- _Activity_:
Reprint all of the data below exactly as shown and skip every image.

- _Source data_:
◇ ◇ ◇ ◇ ◇

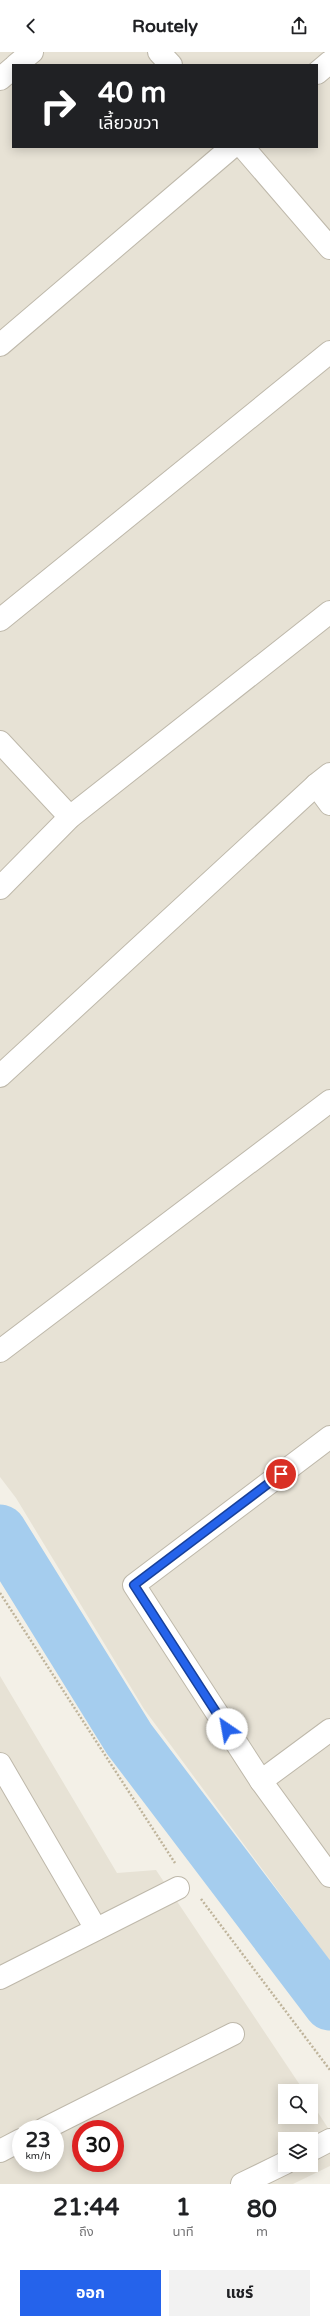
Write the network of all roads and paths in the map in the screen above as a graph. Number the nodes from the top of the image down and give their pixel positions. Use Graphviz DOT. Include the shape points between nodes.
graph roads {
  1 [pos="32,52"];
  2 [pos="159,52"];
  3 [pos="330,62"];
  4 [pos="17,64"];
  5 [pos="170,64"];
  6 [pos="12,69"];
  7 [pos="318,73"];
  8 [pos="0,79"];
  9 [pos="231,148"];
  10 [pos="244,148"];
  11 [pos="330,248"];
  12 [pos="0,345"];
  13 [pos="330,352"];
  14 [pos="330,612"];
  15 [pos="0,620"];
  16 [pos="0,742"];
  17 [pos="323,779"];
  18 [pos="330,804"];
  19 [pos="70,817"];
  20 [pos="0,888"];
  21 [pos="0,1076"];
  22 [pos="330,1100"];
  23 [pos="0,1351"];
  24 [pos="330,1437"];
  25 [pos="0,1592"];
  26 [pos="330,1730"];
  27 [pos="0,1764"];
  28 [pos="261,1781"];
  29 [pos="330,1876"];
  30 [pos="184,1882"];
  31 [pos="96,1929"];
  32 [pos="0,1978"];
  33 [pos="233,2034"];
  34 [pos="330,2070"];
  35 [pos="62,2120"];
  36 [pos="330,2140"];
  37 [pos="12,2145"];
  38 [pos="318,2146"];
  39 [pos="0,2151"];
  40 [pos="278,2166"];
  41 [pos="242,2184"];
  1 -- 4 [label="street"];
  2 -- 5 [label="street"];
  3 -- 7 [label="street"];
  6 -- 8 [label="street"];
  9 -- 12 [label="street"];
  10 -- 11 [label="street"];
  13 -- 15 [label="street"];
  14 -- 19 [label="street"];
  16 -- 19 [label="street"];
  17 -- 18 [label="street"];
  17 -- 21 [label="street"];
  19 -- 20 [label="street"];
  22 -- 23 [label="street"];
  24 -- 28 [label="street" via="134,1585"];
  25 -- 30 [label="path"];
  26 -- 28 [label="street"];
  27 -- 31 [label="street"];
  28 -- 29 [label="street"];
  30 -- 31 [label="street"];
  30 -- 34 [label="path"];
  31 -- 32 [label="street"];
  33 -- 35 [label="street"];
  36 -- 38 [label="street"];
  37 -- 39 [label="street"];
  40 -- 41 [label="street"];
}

◇ ◇ ◇ ◇ ◇

- _Solution for this task_:
Write the network of all roads and paths in the map in the screen above as a graph. Number the nodes from the top of the image down and give their pixel positions. Use Graphviz DOT. Include the shape points between nodes.
graph roads {
  1 [pos="32,52"];
  2 [pos="159,52"];
  3 [pos="330,62"];
  4 [pos="17,64"];
  5 [pos="170,64"];
  6 [pos="12,69"];
  7 [pos="318,73"];
  8 [pos="0,79"];
  9 [pos="231,148"];
  10 [pos="244,148"];
  11 [pos="330,248"];
  12 [pos="0,345"];
  13 [pos="330,352"];
  14 [pos="330,612"];
  15 [pos="0,620"];
  16 [pos="0,742"];
  17 [pos="323,779"];
  18 [pos="330,804"];
  19 [pos="70,817"];
  20 [pos="0,888"];
  21 [pos="0,1076"];
  22 [pos="330,1100"];
  23 [pos="0,1351"];
  24 [pos="330,1437"];
  25 [pos="0,1592"];
  26 [pos="330,1730"];
  27 [pos="0,1764"];
  28 [pos="261,1781"];
  29 [pos="330,1876"];
  30 [pos="184,1882"];
  31 [pos="96,1929"];
  32 [pos="0,1978"];
  33 [pos="233,2034"];
  34 [pos="330,2070"];
  35 [pos="62,2120"];
  36 [pos="330,2140"];
  37 [pos="12,2145"];
  38 [pos="318,2146"];
  39 [pos="0,2151"];
  40 [pos="278,2166"];
  41 [pos="242,2184"];
  1 -- 4 [label="street"];
  2 -- 5 [label="street"];
  3 -- 7 [label="street"];
  6 -- 8 [label="street"];
  9 -- 12 [label="street"];
  10 -- 11 [label="street"];
  13 -- 15 [label="street"];
  14 -- 19 [label="street"];
  16 -- 19 [label="street"];
  17 -- 18 [label="street"];
  17 -- 21 [label="street"];
  19 -- 20 [label="street"];
  22 -- 23 [label="street"];
  24 -- 28 [label="street" via="134,1585"];
  25 -- 30 [label="path"];
  26 -- 28 [label="street"];
  27 -- 31 [label="street"];
  28 -- 29 [label="street"];
  30 -- 31 [label="street"];
  30 -- 34 [label="path"];
  31 -- 32 [label="street"];
  33 -- 35 [label="street"];
  36 -- 38 [label="street"];
  37 -- 39 [label="street"];
  40 -- 41 [label="street"];
}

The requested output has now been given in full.